##### Data in this exercise

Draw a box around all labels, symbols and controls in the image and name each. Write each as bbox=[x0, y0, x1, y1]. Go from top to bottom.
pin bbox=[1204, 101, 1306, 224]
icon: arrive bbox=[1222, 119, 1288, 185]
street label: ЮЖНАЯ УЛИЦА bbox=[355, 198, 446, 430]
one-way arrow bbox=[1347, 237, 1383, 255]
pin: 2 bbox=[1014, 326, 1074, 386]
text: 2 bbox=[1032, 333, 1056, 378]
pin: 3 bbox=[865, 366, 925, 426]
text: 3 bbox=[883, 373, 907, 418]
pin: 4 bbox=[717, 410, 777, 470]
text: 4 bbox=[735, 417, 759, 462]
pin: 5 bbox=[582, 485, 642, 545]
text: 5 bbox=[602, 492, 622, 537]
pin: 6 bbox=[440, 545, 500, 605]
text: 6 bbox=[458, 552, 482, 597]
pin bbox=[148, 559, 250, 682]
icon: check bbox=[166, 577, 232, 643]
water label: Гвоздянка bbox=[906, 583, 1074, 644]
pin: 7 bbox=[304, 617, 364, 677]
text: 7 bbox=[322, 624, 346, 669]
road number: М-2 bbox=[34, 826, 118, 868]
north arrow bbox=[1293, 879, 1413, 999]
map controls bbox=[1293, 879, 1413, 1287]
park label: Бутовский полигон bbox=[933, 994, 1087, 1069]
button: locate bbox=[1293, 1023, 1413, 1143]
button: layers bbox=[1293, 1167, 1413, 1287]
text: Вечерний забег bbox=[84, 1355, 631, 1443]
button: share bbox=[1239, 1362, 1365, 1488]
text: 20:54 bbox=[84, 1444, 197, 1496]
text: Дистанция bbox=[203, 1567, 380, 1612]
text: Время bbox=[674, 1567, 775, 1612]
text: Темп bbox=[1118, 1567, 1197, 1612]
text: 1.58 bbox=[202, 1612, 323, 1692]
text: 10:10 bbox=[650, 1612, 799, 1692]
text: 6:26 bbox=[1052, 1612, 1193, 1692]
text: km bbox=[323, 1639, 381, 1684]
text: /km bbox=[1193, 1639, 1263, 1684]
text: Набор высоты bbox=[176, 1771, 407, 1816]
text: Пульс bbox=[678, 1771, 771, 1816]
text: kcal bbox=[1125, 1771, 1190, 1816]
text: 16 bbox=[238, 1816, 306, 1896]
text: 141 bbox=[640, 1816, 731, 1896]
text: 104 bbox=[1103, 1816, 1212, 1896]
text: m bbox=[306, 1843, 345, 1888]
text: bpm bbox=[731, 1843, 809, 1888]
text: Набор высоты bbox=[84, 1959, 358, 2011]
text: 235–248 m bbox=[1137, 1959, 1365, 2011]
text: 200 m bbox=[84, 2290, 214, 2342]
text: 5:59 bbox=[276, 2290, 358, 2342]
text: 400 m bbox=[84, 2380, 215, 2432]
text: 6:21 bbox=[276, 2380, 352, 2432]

##########

§ **Assignment**
Each line above must be retyped exactly.

§ **Worked solution**
Draw a box around all labels, symbols and controls in the image and name each. Write each as bbox=[x0, y0, x1, y1]. Go from top to bottom.
pin bbox=[1204, 101, 1306, 224]
icon: arrive bbox=[1222, 119, 1288, 185]
street label: ЮЖНАЯ УЛИЦА bbox=[355, 198, 446, 430]
one-way arrow bbox=[1347, 237, 1383, 255]
pin: 2 bbox=[1014, 326, 1074, 386]
text: 2 bbox=[1032, 333, 1056, 378]
pin: 3 bbox=[865, 366, 925, 426]
text: 3 bbox=[883, 373, 907, 418]
pin: 4 bbox=[717, 410, 777, 470]
text: 4 bbox=[735, 417, 759, 462]
pin: 5 bbox=[582, 485, 642, 545]
text: 5 bbox=[602, 492, 622, 537]
pin: 6 bbox=[440, 545, 500, 605]
text: 6 bbox=[458, 552, 482, 597]
pin bbox=[148, 559, 250, 682]
icon: check bbox=[166, 577, 232, 643]
water label: Гвоздянка bbox=[906, 583, 1074, 644]
pin: 7 bbox=[304, 617, 364, 677]
text: 7 bbox=[322, 624, 346, 669]
road number: М-2 bbox=[34, 826, 118, 868]
north arrow bbox=[1293, 879, 1413, 999]
map controls bbox=[1293, 879, 1413, 1287]
park label: Бутовский полигон bbox=[933, 994, 1087, 1069]
button: locate bbox=[1293, 1023, 1413, 1143]
button: layers bbox=[1293, 1167, 1413, 1287]
text: Вечерний забег bbox=[84, 1355, 631, 1443]
button: share bbox=[1239, 1362, 1365, 1488]
text: 20:54 bbox=[84, 1444, 197, 1496]
text: Дистанция bbox=[203, 1567, 380, 1612]
text: Время bbox=[674, 1567, 775, 1612]
text: Темп bbox=[1118, 1567, 1197, 1612]
text: 1.58 bbox=[202, 1612, 323, 1692]
text: 10:10 bbox=[650, 1612, 799, 1692]
text: 6:26 bbox=[1052, 1612, 1193, 1692]
text: km bbox=[323, 1639, 381, 1684]
text: /km bbox=[1193, 1639, 1263, 1684]
text: Набор высоты bbox=[176, 1771, 407, 1816]
text: Пульс bbox=[678, 1771, 771, 1816]
text: kcal bbox=[1125, 1771, 1190, 1816]
text: 16 bbox=[238, 1816, 306, 1896]
text: 141 bbox=[640, 1816, 731, 1896]
text: 104 bbox=[1103, 1816, 1212, 1896]
text: m bbox=[306, 1843, 345, 1888]
text: bpm bbox=[731, 1843, 809, 1888]
text: Набор высоты bbox=[84, 1959, 358, 2011]
text: 235–248 m bbox=[1137, 1959, 1365, 2011]
text: 200 m bbox=[84, 2290, 214, 2342]
text: 5:59 bbox=[276, 2290, 358, 2342]
text: 400 m bbox=[84, 2380, 215, 2432]
text: 6:21 bbox=[276, 2380, 352, 2432]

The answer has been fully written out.